The parents pushed back. They sent a letter to Hanna. They provided a laundry list of alleged crimes committed and laws broken at West Valley High School’s football program, from simple battery, hazing initiations, and sexual battery, to coaches and school personnel failing to follow state laws that require mandated reporters to take suspicions about alleged abuse and violence upon minors directly to law enforcement.

In part, the parents’ letter said:

“It is not only your duty but your job to protect, prosecute and serve the community of Shasta County. This includes these boys! You said that we, as moms and parents need to educate, stand up and fight for change for our boys; exactly what we’re doing here. It begins with not allowing the perpetrators to think their behavior is justified or excused since attorneys are not willing to delve into an ugly situation and get their hands dirty.

Our boys need to know that the sacrifices of football, friends, education and myriad other things, such as emotional, psychological, and mental suffering, has not been in vain. They need to have a renewal of faith in the justice system and those who have been appointed to protect them. The community needs to know they can trust appointed and elected officials to carry out their duty to bring about a safer place for our children. They need your office to do your job.”

District Attorney Stephanie Bridgett’s response

Chief Deputy District Attorney Hanna did not respond to this reporter’s repeated requests for comment. However, District Attorney Bridgett answered journalist R.V. Scheide’s questions regarding matters related to the contentious June 7 election. Bridgett wants to retain her seat, and is in a heated campaign battle against challenger Eric Jensen.

Shasta County District Attorney Stephanie Bridgett

In response to Scheide’s questions about District Attorney challenger Erik Jensen’s criticism of Bridgett for not taking the West Valley case, Bridgett said:

“All juvenile cases, including this one, are confidential by law which prevents me from commenting on it,” Bridgett offered by way of explanation.

“As I have indicated previously, if additional information comes to light, we are always willing to re-visit and re-evaluate the case. Meeting with a victim and their family to let them know we will not be proceeding on a case is one of the most difficult things we do,” Bridgett said. “We understand how emotional it is for them and we would never do anything to diminish their feelings. However, we must make our decisions, not based on emotion, but on the law, our ethical duties and what is justice. Sometimes this means we do not file a case, a decision we do not take lightly.”

Confusion abounds

The parents feel exasperated about incongruities between what Bridgett claims about her commitment to fighting for young victims, and the reality that she refused to defend their sons and hold the PIYA perpetrators accountable.
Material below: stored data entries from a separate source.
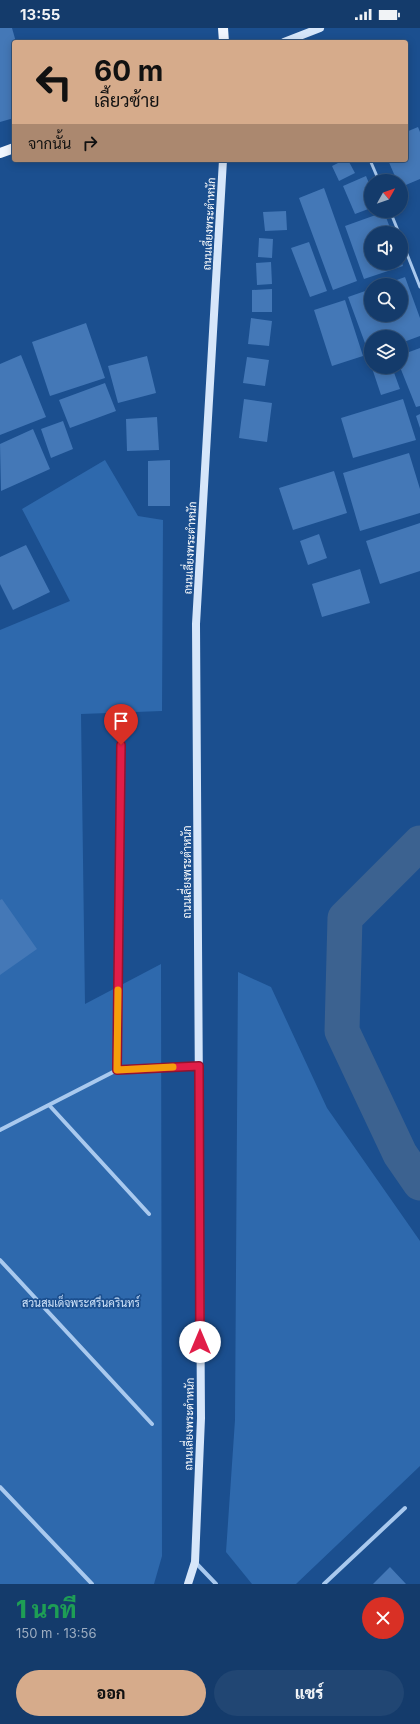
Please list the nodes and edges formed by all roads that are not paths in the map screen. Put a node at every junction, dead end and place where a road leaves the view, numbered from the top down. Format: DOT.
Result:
graph roads {
  1 [pos="223,28"];
  2 [pos="320,28"];
  3 [pos="224,40"];
  4 [pos="289,40"];
  5 [pos="12,149"];
  6 [pos="0,153"];
  7 [pos="223,162"];
  8 [pos="371,162"];
  9 [pos="375,174"];
  10 [pos="408,256"];
  11 [pos="420,287"];
  12 [pos="121,745"];
  13 [pos="199,1066"];
  14 [pos="117,1070"];
  15 [pos="49,1105"];
  16 [pos="0,1130"];
  17 [pos="148,1214"];
  18 [pos="0,1260"];
  19 [pos="152,1424"];
  20 [pos="0,1487"];
  21 [pos="405,1508"];
  22 [pos="195,1562"];
  23 [pos="92,1584"];
  24 [pos="188,1584"];
  25 [pos="216,1584"];
  26 [pos="324,1584"];
  1 -- 3 [label="main road"];
  2 -- 4 [label="street"];
  5 -- 6 [label="main road"];
  7 -- 13 [label="street, ถนนเลี่ยงพระตำหนัก"];
  8 -- 9 [label="lane"];
  10 -- 11 [label="lane"];
  12 -- 14 [label="street"];
  13 -- 14 [label="street"];
  13 -- 22 [label="street, ถนนเลี่ยงพระตำหนัก"];
  14 -- 15 [label="street"];
  15 -- 16 [label="street"];
  15 -- 17 [label="street"];
  18 -- 19 [label="street"];
  20 -- 23 [label="street"];
  21 -- 26 [label="street"];
  22 -- 24 [label="street, ถนนเลี่ยงพระตำหนัก"];
  22 -- 25 [label="street"];
}
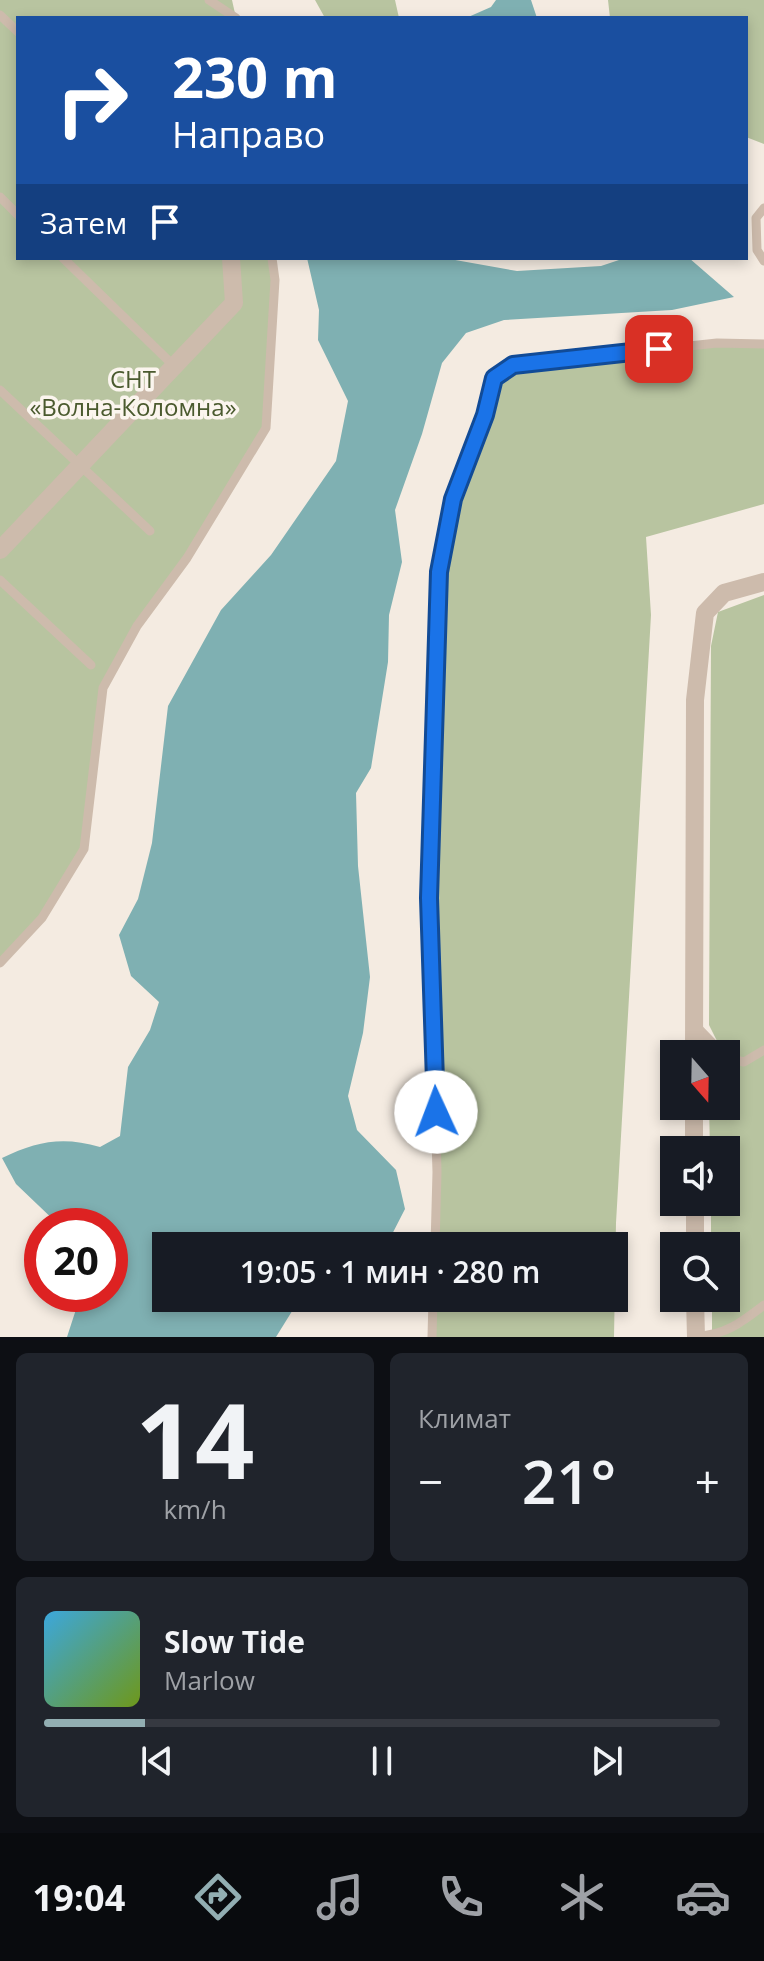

David’s mother still has the letter her son received from the District Attorney’s office shortly after the mom had learned of her son’s abuse at West Valley High School. At the time, she found the letter hopeful. Now, she finds the letter almost laughable, except there’s nothing funny about the contrast between the words in the letter and the reality that her son and other West Valley victims have been holding onto hope for justice, with no help in sight.

“Our office was notified by law enforcement that you have been listed as a victim of crime,” the letter begins. “Please accept our sympathies for any loss, pain, or inconvenience that the assailant’s acts have caused you.”

Abuse, exploitation, neglect, and dangerous activities

While the PIYA stick is perhaps the most publicized instrument of hazing used by older West Valley players upon younger ones, other objects found in the varsity locker room included boxing gloves, a whip and a sword.

Victims of West Valley’s former football program under coaches Vert and Grandell’s reign reported a pervasive culture of bullying, intimidation and high-risk physical endurance challenges, many of which were known to the coaches.

Football camp is not for sissies

West Valley’s annual football camp in Siskiyou County was a place where boys were pushed to their limits to prepare for football when school started again. For some boys, football camp became something to dread.

Sources spoke of incidents where some players self-inflicted “branding” around the campfire with the use of hot sticks pressed against bare skin. One boy’s arm was severely burned at a campfire, although the details were sketchy about what caused the burn. According to one source, although the boy was in pain for the duration of the camp, he did not receive medical attention for his injury.

But David said that one of the most frightening incidents happened at Lake Siskiyou where the coaches had set up obstacle courses on land and relays in the water. He said that there were life jackets available for rent, but none were provided for the boys.

On the day of one water relay, David said some boys were in kayaks, others sprinted on land, and yet others were supposed to swim. David said he and a good friend were on different teams, but both were on the swimming leg of the relay.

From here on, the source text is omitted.